Historical photos of the Standing Rock Sioux

White Bull, a member of the Standing Rock Sioux tribe, poses in front of the Missouri River, near Fort Yates, North Dakota, circa 1910.

More than a century ago, Frank Bennett Fiske had a photography studio at Fort Yates, a US Army post in the middle of a North Dakota Indian reservation.

He made his money photographing cavalry soldiers and their families, but it is his rarely seen photos of Native Americans that offer a fascinating glimpse of a bygone era.

“They show a proud people during a period of difficult and often painful transition,” Rod Slemmons writes in “The Standing Rock Portraits,” a new book featuring Fiske’s work from the early 20th century. “Through the glass of Frank Fiske’s negatives lies an abundance of information and understanding.”

Kicks Iron, a member of the Standing Rock Sioux tribe, wears a headdress of golden eagle feathers.

Joe No Heart, who was often called “Medicine Joe” by his Fort Yates neighbors, wears an eagle feather in his hair.

Mrs. Twin carries her daughter on her back.

Sharp Bull Horn wears a breast ornament of cow bone hair pipe.

The people in the photos are part of the Standing Rock Sioux Tribe, which was recently in the news for its protests of the Dakota Access Pipeline. These images were taken not long after the Sioux Wars, which included the famous Battle of Little Bighorn, also known as Custer’s Last Stand.

“Fiske’s methods were a little outdated,” said Murray Lemley, a photographer and graphic designer who put the book together. “He used a glass-plate camera at a time when a lot of people had switched to acetate or other sorts of forms. But it was valuable because it’s really high-resolution.”

Lemley said that when he first saw Fiske’s images, he was struck by their clarity and power.

“Not only the method in which he photographed them, but the intensity and sort of the strength of the faces of the people in the photographs,” he said.

Rain-In-The-Face was a famous chief who fought with Sitting Bull at the Battle of the Little Bighorn in 1876. “Most of the men that Fiske photographed were chiefs or sort of the elders of the tribe that had this sort of natural presence and projection of the strength that they had inside them,” Lemley said.

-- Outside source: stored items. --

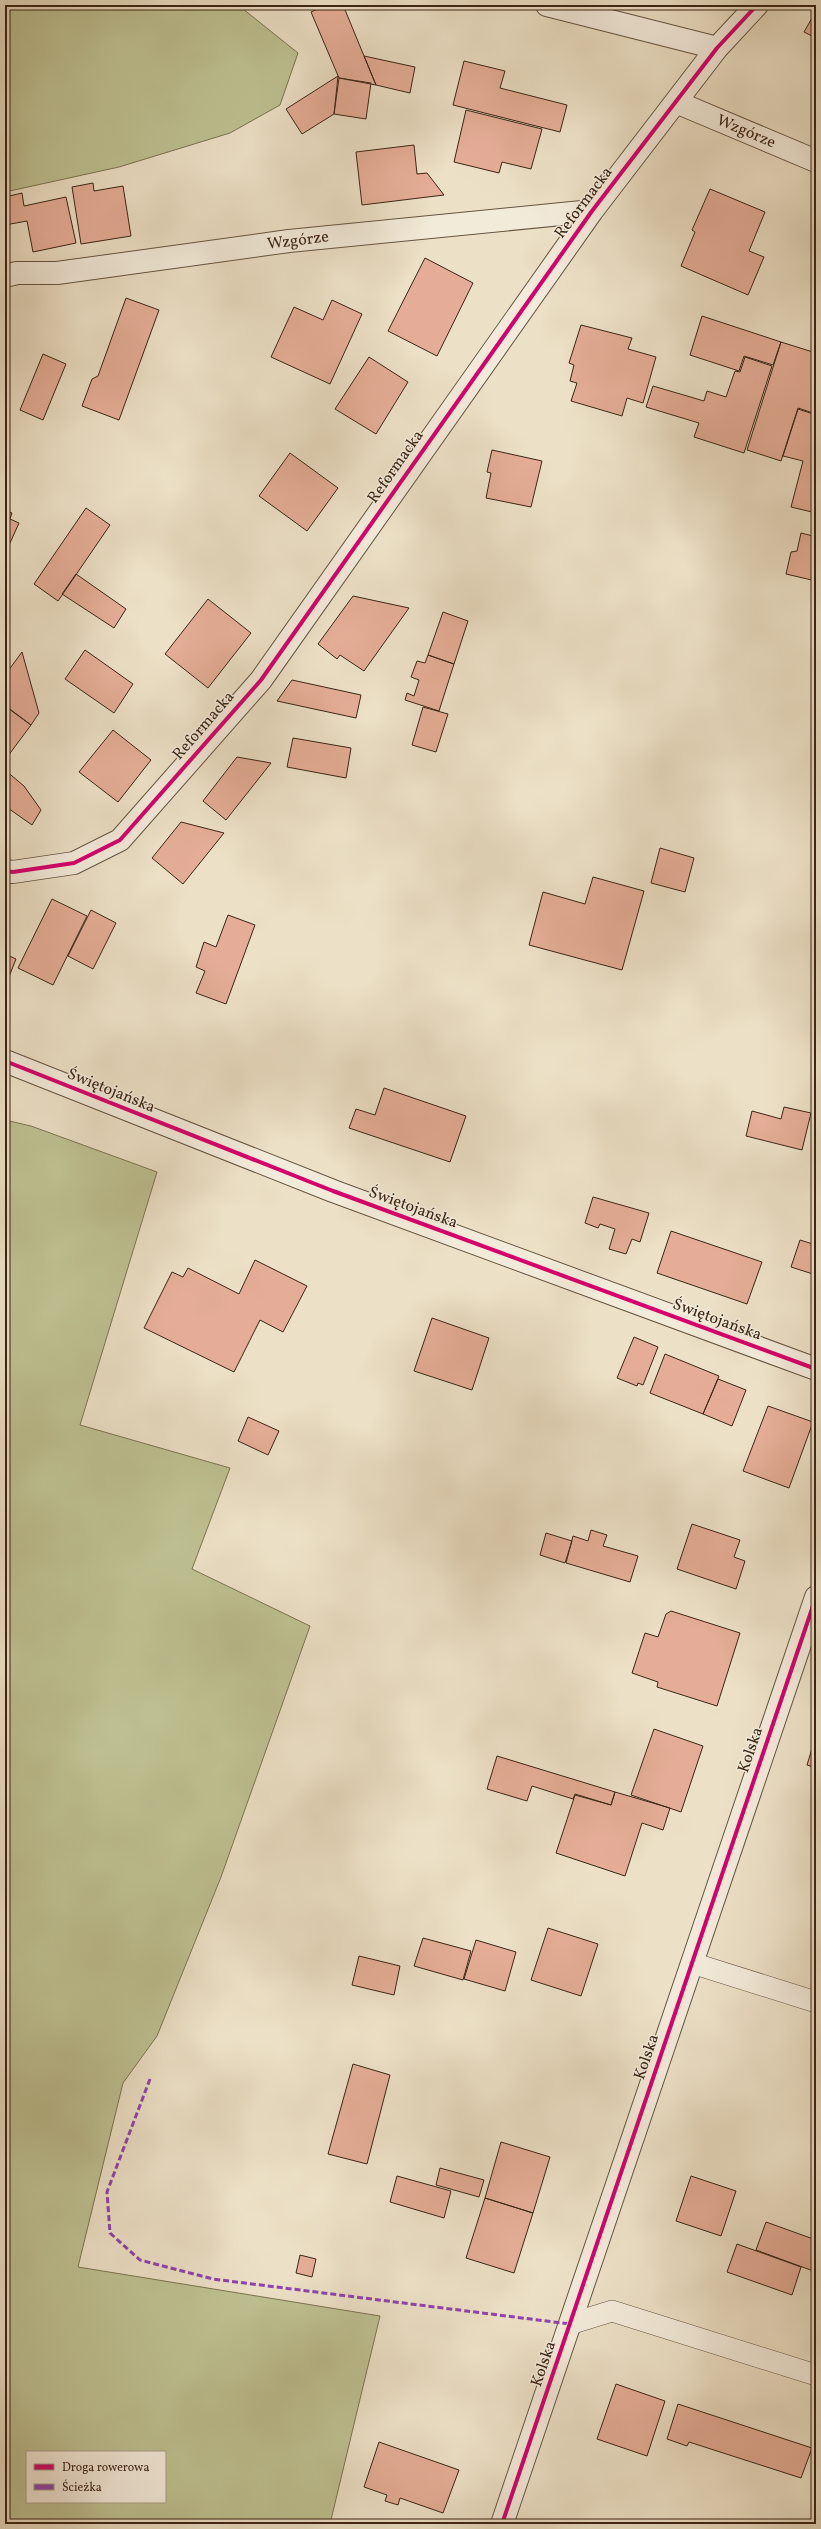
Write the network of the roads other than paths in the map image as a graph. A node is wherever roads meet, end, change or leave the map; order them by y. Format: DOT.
graph roads {
  1 [pos="547,5"];
  2 [pos="757,5"];
  3 [pos="717,48"];
  4 [pos="676,102"];
  5 [pos="816,161"];
  6 [pos="592,211"];
  7 [pos="5,276"];
  8 [pos="5,871"];
  9 [pos="5,1061"];
  10 [pos="816,1369"];
  11 [pos="816,1598"];
  12 [pos="692,1963"];
  13 [pos="816,2002"];
  14 [pos="570,2324"];
  15 [pos="816,2376"];
  16 [pos="502,2524"];
  1 -- 3 [label="street"];
  2 -- 3 [label="street, Reformacka"];
  3 -- 4 [label="street, Reformacka"];
  4 -- 5 [label="street, Wzgórze"];
  4 -- 6 [label="street, Reformacka"];
  6 -- 7 [label="street, Wzgórze"];
  6 -- 8 [label="street, Reformacka"];
  9 -- 10 [label="street, Świętojańska"];
  11 -- 12 [label="street, Kolska"];
  12 -- 13 [label="lane"];
  12 -- 14 [label="street, Kolska"];
  14 -- 15 [label="lane"];
  14 -- 16 [label="street, Kolska"];
}
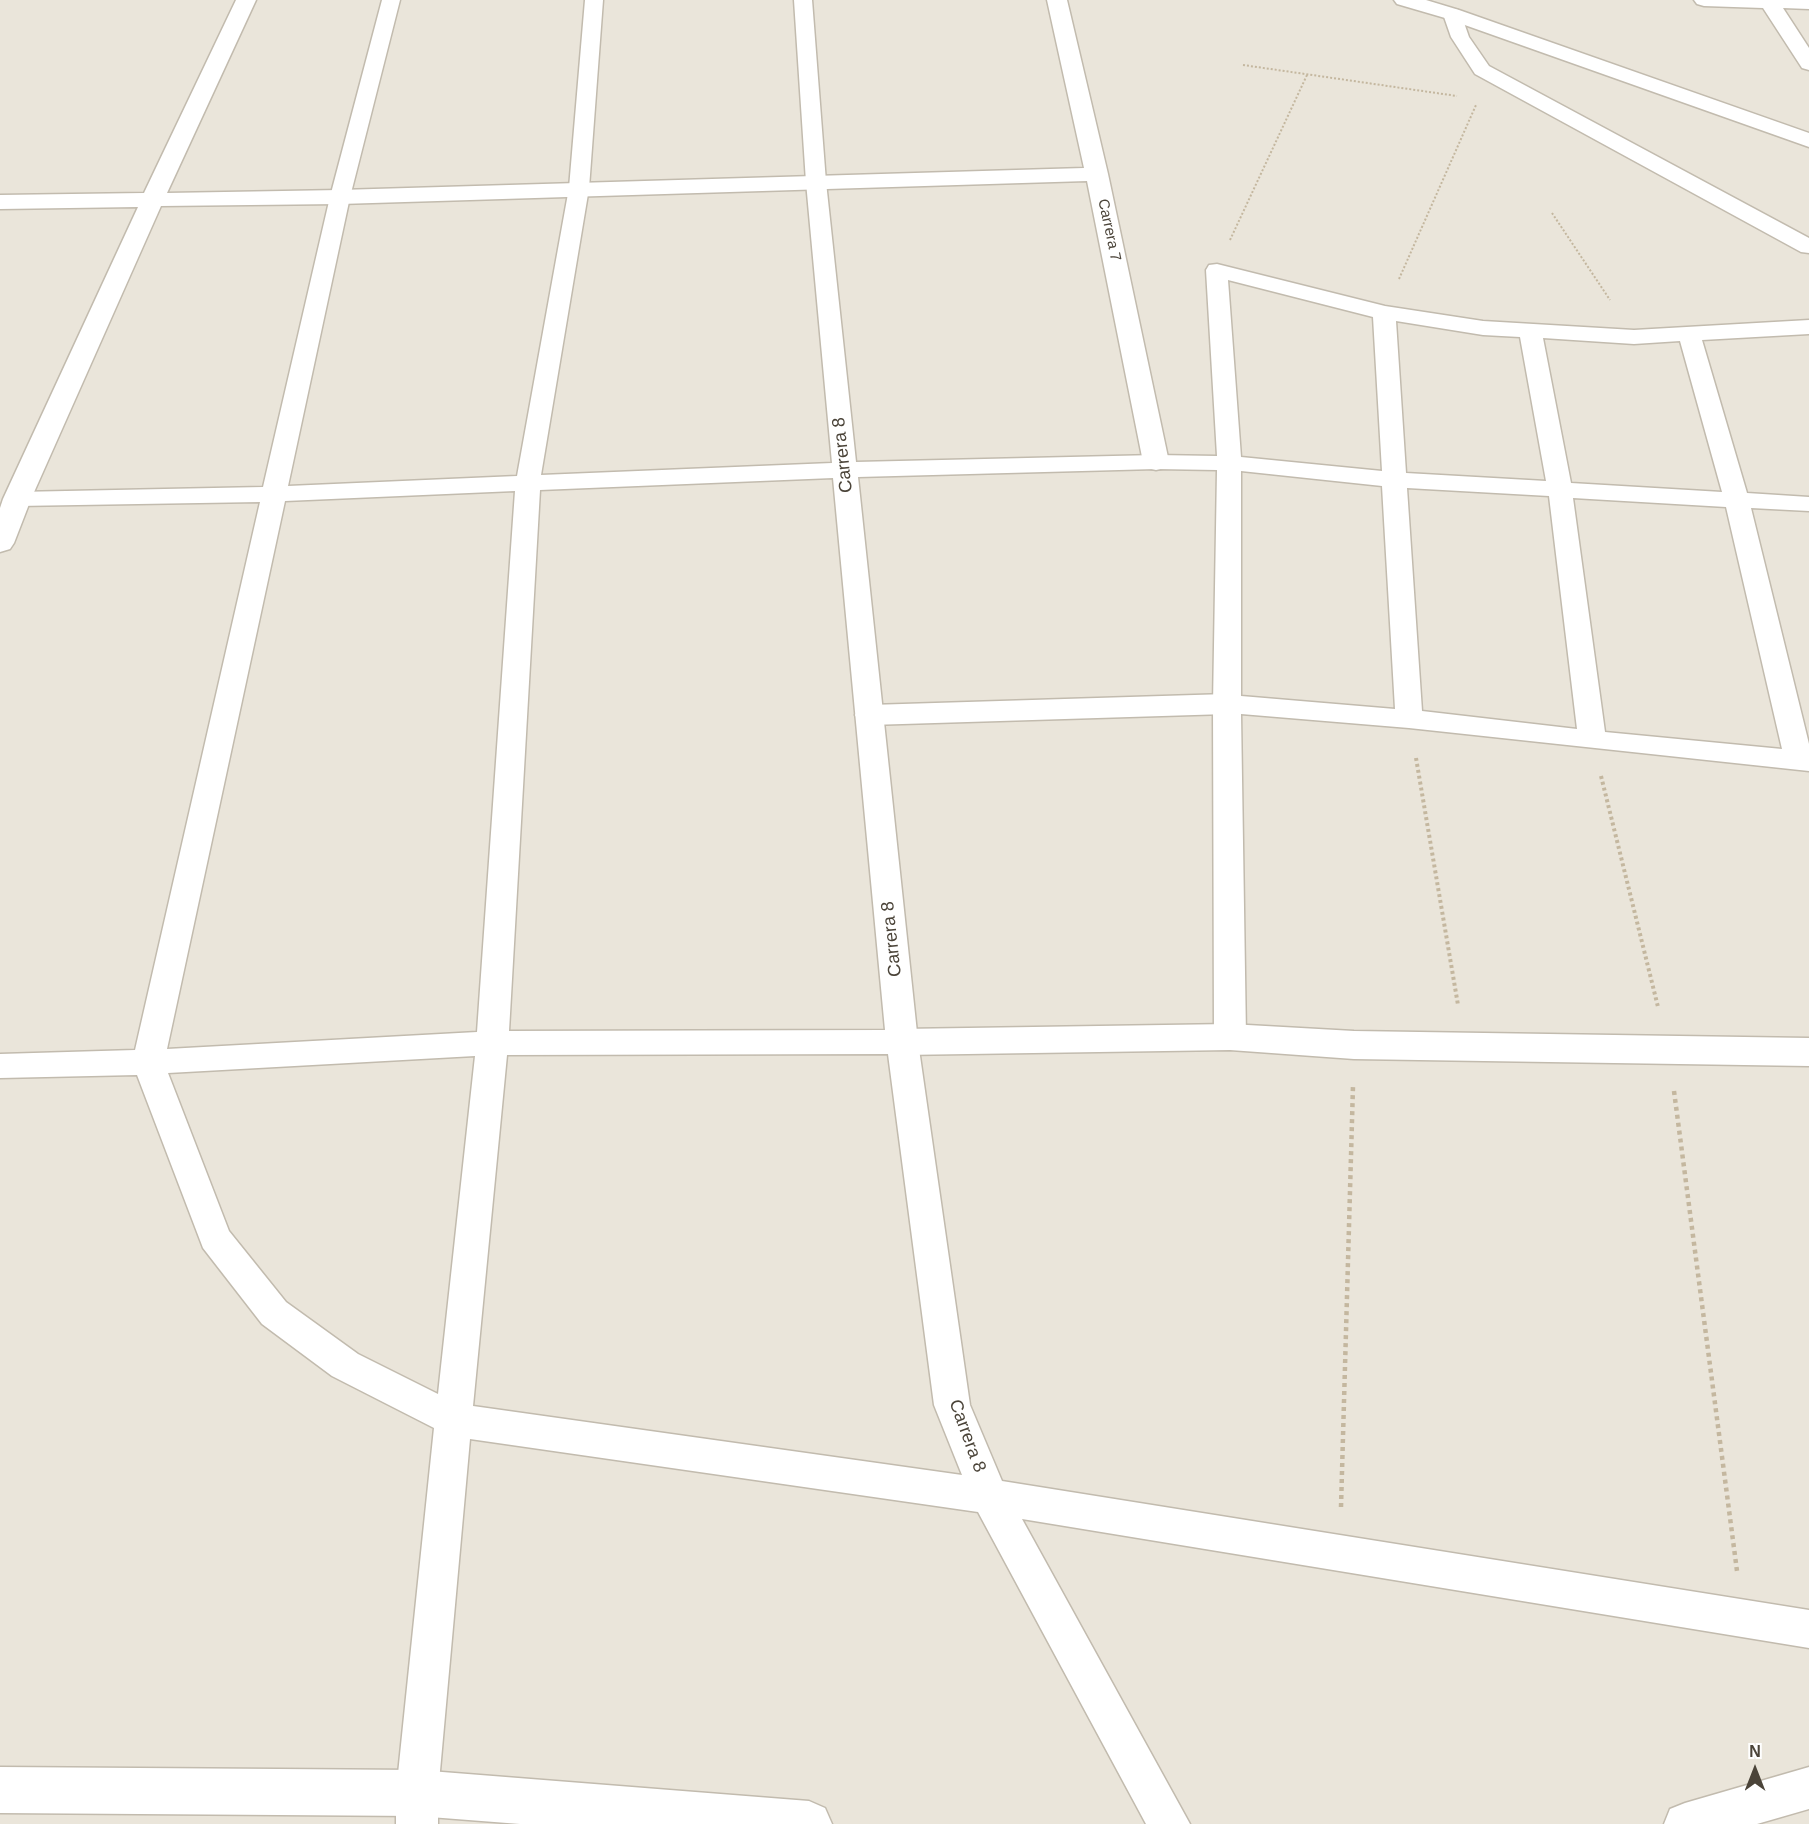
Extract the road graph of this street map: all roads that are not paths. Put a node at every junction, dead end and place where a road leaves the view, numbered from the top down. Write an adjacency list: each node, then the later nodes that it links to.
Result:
1 (246, 0): 17 (street)
2 (391, 0): 16 (lane)
3 (594, 0): 15 (lane)
4 (803, 0): 14 (lane, Carrera 8)
5 (1057, 0): 13 (street, Carrera 7)
6 (1404, 0): 10 (street)
7 (1704, 0): 8 (street)
8 (1769, 1): 9 (street); 11 (street)
9 (1809, 3)
10 (1451, 7): 12 (street); 19 (lane)
11 (1809, 64)
12 (1809, 140)
13 (1097, 174): 14 (street); 24 (street, Carrera 7)
14 (816, 182): 15 (street); 26 (lane, Carrera 8)
15 (579, 188): 16 (street); 28 (lane)
16 (340, 197): 17 (street); 30 (lane)
17 (153, 199): 18 (street); 31 (street)
18 (0, 202)
19 (1809, 248)
20 (1384, 313): 22 (lane); 25 (lane); 27 (lane)
21 (1809, 327): 23 (lane)
22 (1531, 333): 23 (lane); 29 (lane)
23 (1689, 333): 32 (lane)
24 (1156, 462): 25 (lane); 26 (lane)
25 (1230, 463): 27 (lane); 35 (lane)
26 (845, 470): 28 (lane); 36 (lane, Carrera 8)
27 (1394, 480): 29 (lane); 37 (lane)
28 (528, 482): 30 (lane); 42 (lane)
29 (1560, 490): 32 (lane); 38 (lane)
30 (274, 494): 31 (lane); 44 (lane)
31 (8, 500): 34 (street)
32 (1737, 501): 33 (lane); 39 (lane)
33 (1809, 504)
34 (0, 543)
35 (1227, 704): 36 (street); 37 (lane); 40 (lane)
36 (870, 715): 41 (lane, Carrera 8)
37 (1409, 720): 38 (lane)
38 (1592, 740): 39 (lane)
39 (1804, 761)
40 (1230, 1037): 41 (street); 43 (street)
41 (902, 1042): 42 (lane); 47 (lane, Carrera 8)
42 (492, 1043): 44 (lane); 46 (lane)
43 (1809, 1052)
44 (148, 1062): 45 (lane); 46 (lane)
45 (0, 1066)
46 (453, 1420): 47 (lane); 51 (lane)
47 (989, 1496): 48 (lane); 53 (lane, Carrera 8)
48 (1809, 1629)
49 (1809, 1788): 54 (lane)
50 (0, 1790): 51 (street)
51 (417, 1808): 52 (street)
52 (806, 1824)
53 (1169, 1824)
54 (1685, 1824)

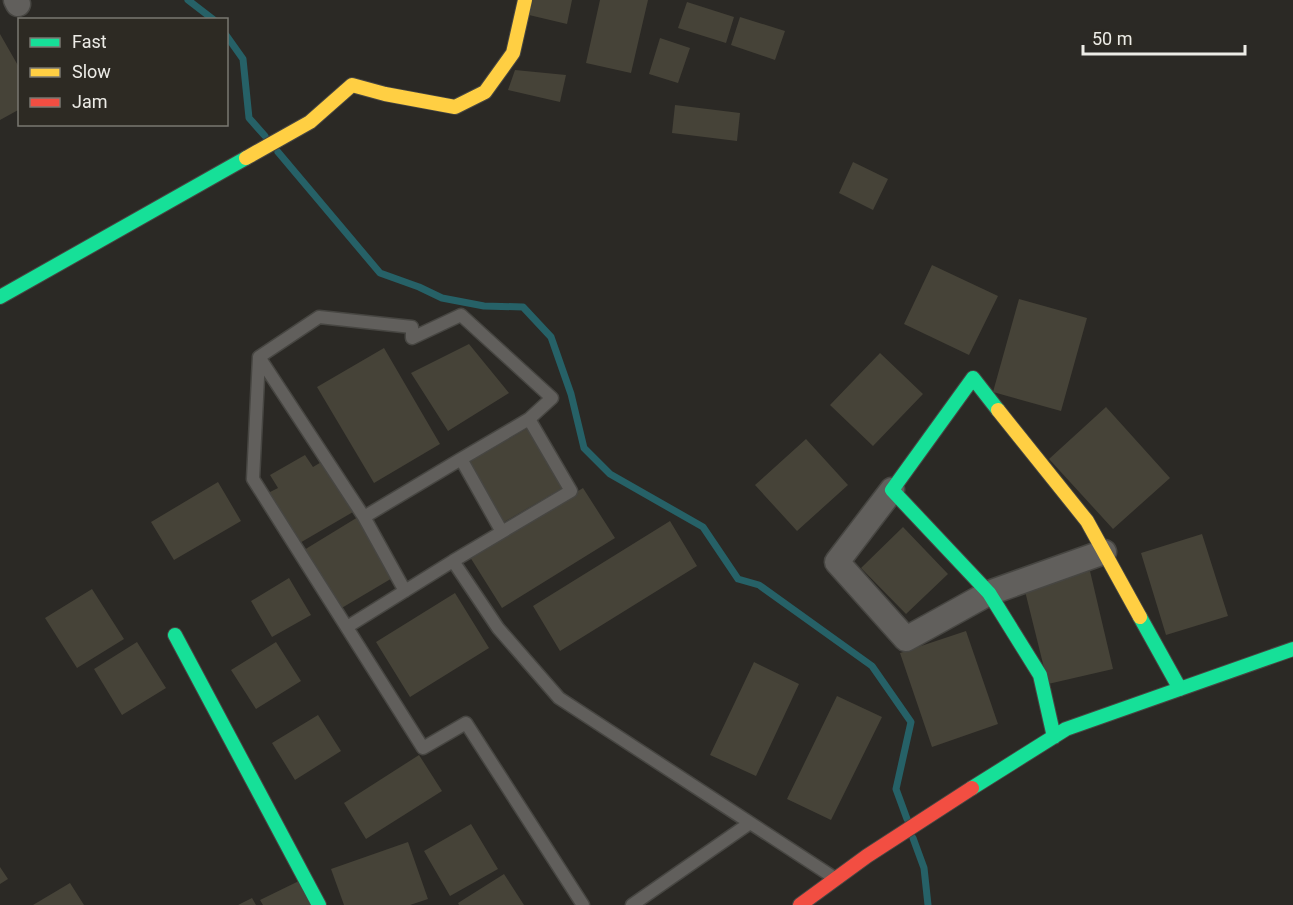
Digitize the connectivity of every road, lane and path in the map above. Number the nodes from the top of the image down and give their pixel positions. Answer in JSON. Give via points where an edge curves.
{"nodes":[{"id":1,"x":525,"y":0,"type":"edge"},
{"id":2,"x":0,"y":297,"type":"edge"},
{"id":3,"x":260,"y":357,"type":"junction"},
{"id":4,"x":530,"y":418,"type":"junction"},
{"id":5,"x":461,"y":459,"type":"junction"},
{"id":6,"x":892,"y":490,"type":"junction"},
{"id":7,"x":364,"y":517,"type":"junction"},
{"id":8,"x":502,"y":532,"type":"junction"},
{"id":9,"x":1104,"y":552,"type":"junction"},
{"id":10,"x":453,"y":561,"type":"junction"},
{"id":11,"x":405,"y":591,"type":"junction"},
{"id":12,"x":989,"y":593,"type":"junction"},
{"id":13,"x":347,"y":627,"type":"junction"},
{"id":14,"x":175,"y":635,"type":"dead end"},
{"id":15,"x":1293,"y":649,"type":"edge"},
{"id":16,"x":1180,"y":689,"type":"junction"},
{"id":17,"x":1054,"y":737,"type":"junction"},
{"id":18,"x":750,"y":823,"type":"junction"},
{"id":19,"x":836,"y":879,"type":"junction"},
{"id":20,"x":319,"y":905,"type":"edge"},
{"id":21,"x":583,"y":905,"type":"edge"},
{"id":22,"x":632,"y":905,"type":"edge"},
{"id":23,"x":800,"y":905,"type":"edge"}],
"edges":[{"from":1,"to":2,"type":"street","via":[[513,53],[485,92],[455,107],[352,86],[310,122]]},
{"from":3,"to":4,"type":"lane","via":[[319,317],[412,327],[412,338],[461,315],[552,398]]},
{"from":3,"to":7,"type":"lane"},
{"from":3,"to":13,"type":"lane","via":[[253,479]]},
{"from":4,"to":5,"type":"lane"},
{"from":4,"to":8,"type":"lane","via":[[571,491]]},
{"from":5,"to":7,"type":"lane"},
{"from":5,"to":8,"type":"lane"},
{"from":6,"to":9,"type":"street","via":[[973,378],[1087,521]]},
{"from":6,"to":12,"type":"street"},
{"from":6,"to":12,"type":"street","via":[[837,562],[906,639]]},
{"from":7,"to":11,"type":"lane"},
{"from":8,"to":10,"type":"lane"},
{"from":9,"to":12,"type":"street"},
{"from":9,"to":16,"type":"street"},
{"from":10,"to":11,"type":"lane"},
{"from":10,"to":18,"type":"lane","via":[[498,628],[559,698]]},
{"from":11,"to":13,"type":"lane"},
{"from":12,"to":17,"type":"street","via":[[1040,675]]},
{"from":13,"to":21,"type":"lane","via":[[423,748],[466,723]]},
{"from":14,"to":20,"type":"street"},
{"from":15,"to":16,"type":"street"},
{"from":16,"to":17,"type":"street","via":[[1066,729]]},
{"from":17,"to":19,"type":"street"},
{"from":18,"to":19,"type":"lane"},
{"from":18,"to":22,"type":"lane"},
{"from":19,"to":23,"type":"street"}]}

Iron Star wears a cape made of bobcat skin.

Theresa Yellow Lodge

Joe No Heart as a native police officer.

 

Back then, soft-focus lenses had become very popular. They were used often in the famous work of Edward S. Curtis, who took photos of Native Americans at about the same time period as Fiske.

But Fiske’s style, Lemley said, is cleaner and more documentary than Curtis’. It allows the viewer to see more details of the people and what they wore. And Fiske had other advantages, too.

“You could tell by a lot of the photographs that he did have a rapport” with his subjects, Lemley said. “These were people that he had known all of his life when he lived there. And I think that comes through because there’s always this sort of steadiness of expression or the look on the faces of these people that he’s photographed.”

 

Photographer Frank Bennett Fiske was a young man when he took over the photo studio at Fort Yates. He died in 1952.

“The Standing Rock Portraits,” a book released by Lannoo Publishers, is now available.